[[ Information shown, beginning ]]
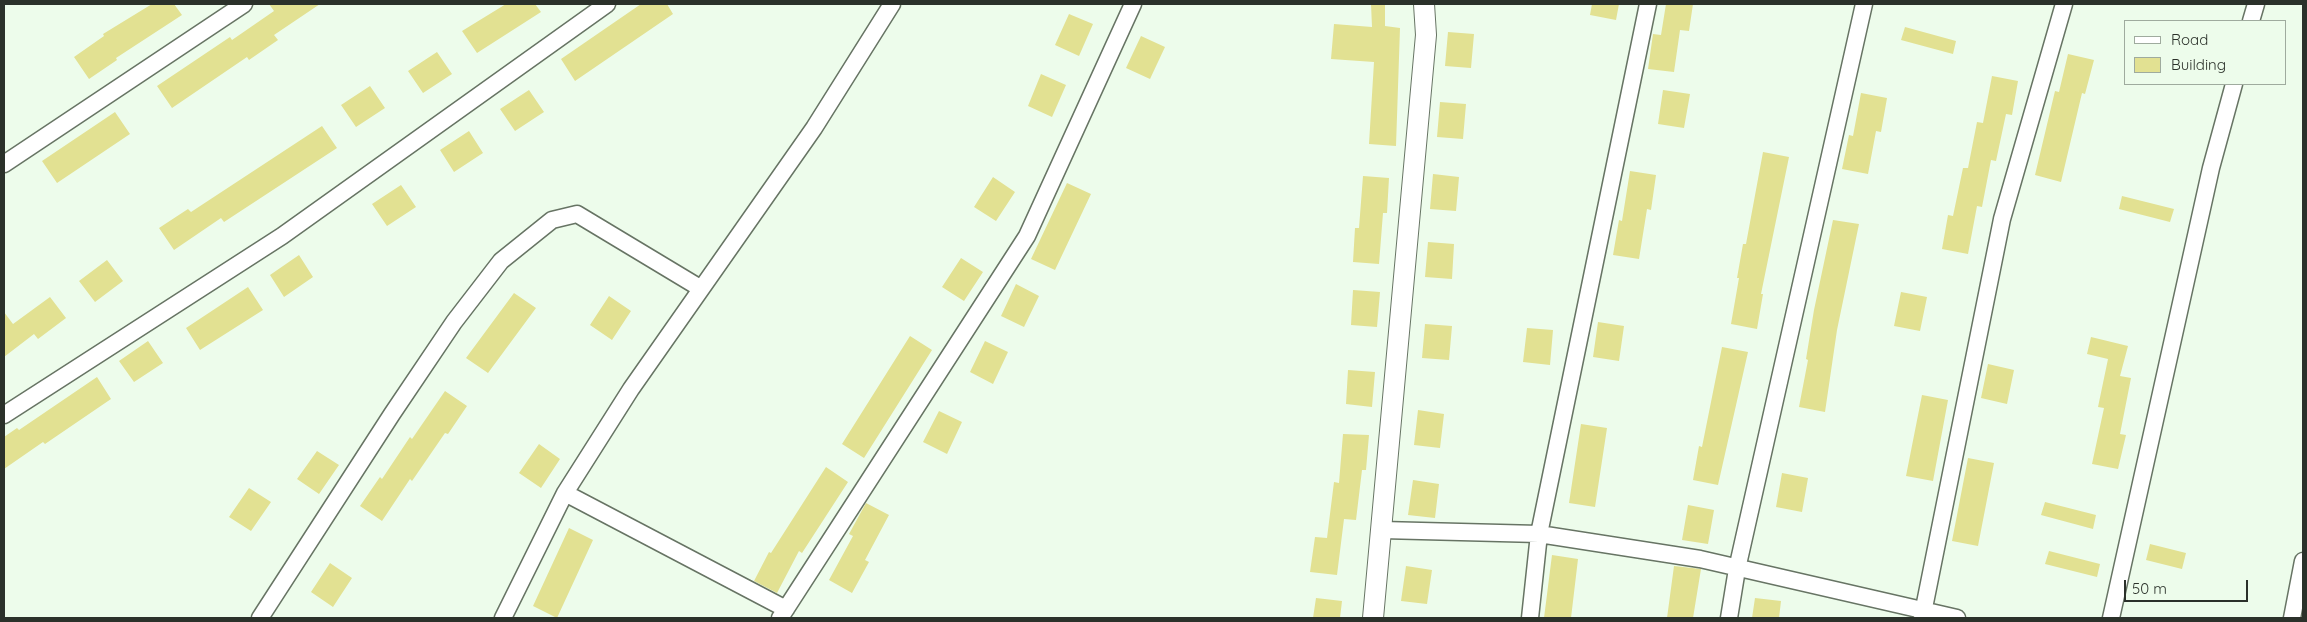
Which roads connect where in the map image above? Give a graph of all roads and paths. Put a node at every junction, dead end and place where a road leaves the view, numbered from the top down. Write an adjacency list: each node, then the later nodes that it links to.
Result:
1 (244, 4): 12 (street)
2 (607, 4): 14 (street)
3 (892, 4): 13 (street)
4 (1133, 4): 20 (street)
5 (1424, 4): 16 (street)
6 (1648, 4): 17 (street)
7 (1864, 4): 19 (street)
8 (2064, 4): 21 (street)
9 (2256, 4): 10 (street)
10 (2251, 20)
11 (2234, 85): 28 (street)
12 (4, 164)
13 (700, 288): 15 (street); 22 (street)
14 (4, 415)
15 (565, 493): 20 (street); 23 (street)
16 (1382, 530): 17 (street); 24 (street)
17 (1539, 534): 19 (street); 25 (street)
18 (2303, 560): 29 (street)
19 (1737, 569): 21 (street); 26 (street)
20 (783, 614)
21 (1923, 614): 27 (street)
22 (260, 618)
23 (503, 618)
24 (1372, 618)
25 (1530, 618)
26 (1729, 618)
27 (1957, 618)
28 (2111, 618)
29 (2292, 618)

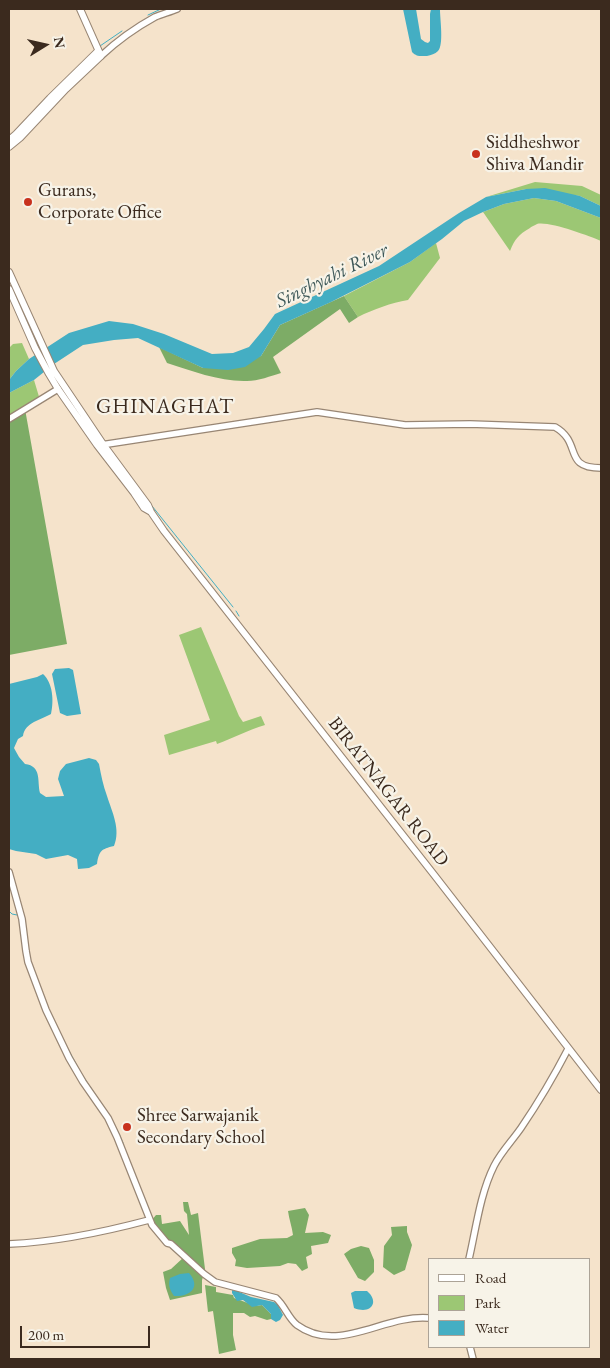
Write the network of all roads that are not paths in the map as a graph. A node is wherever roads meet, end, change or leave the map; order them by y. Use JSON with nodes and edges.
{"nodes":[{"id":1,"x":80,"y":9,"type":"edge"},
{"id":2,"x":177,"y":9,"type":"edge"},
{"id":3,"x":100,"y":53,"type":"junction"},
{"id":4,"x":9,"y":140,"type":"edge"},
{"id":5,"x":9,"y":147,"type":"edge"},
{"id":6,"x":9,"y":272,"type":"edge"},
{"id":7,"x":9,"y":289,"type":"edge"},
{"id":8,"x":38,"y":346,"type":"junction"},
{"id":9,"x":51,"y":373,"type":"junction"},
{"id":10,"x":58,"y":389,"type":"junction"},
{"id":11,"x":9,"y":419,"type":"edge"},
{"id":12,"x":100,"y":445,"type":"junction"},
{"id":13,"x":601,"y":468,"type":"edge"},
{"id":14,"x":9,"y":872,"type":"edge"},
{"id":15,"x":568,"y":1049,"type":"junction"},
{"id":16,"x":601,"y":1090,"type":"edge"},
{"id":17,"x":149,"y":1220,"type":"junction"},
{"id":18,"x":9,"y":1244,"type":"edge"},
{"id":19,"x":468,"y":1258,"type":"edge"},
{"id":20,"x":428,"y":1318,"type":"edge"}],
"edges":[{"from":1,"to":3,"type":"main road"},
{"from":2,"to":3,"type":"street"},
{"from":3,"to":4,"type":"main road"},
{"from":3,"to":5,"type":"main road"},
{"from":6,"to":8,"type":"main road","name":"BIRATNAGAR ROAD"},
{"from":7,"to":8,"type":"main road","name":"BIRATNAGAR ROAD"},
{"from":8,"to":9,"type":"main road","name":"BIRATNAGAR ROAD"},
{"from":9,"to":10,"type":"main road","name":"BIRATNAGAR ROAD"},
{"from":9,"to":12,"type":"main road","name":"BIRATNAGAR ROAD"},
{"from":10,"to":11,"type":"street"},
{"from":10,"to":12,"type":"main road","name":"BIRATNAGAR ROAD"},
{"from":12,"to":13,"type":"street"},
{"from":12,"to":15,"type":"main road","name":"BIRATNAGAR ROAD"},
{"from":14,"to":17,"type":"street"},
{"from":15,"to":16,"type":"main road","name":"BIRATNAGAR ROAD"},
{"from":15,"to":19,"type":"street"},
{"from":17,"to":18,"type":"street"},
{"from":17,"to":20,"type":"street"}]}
[[ Information shown, end ]]
Activity:
Only lines holding "Write" are wanted; copy all of them from the listing.

Reply:
Which roads connect where in the map image above? Give a graph of all roads and paths. Put a node at every junction, dead end and place where a road leaves the view, numbered from the top down. Write an adjacency list: each node, then the later nodes that it links to.
Write the network of all roads that are not paths in the map as a graph. A node is wherever roads meet, end, change or leave the map; order them by y. Use JSON with nodes and edges.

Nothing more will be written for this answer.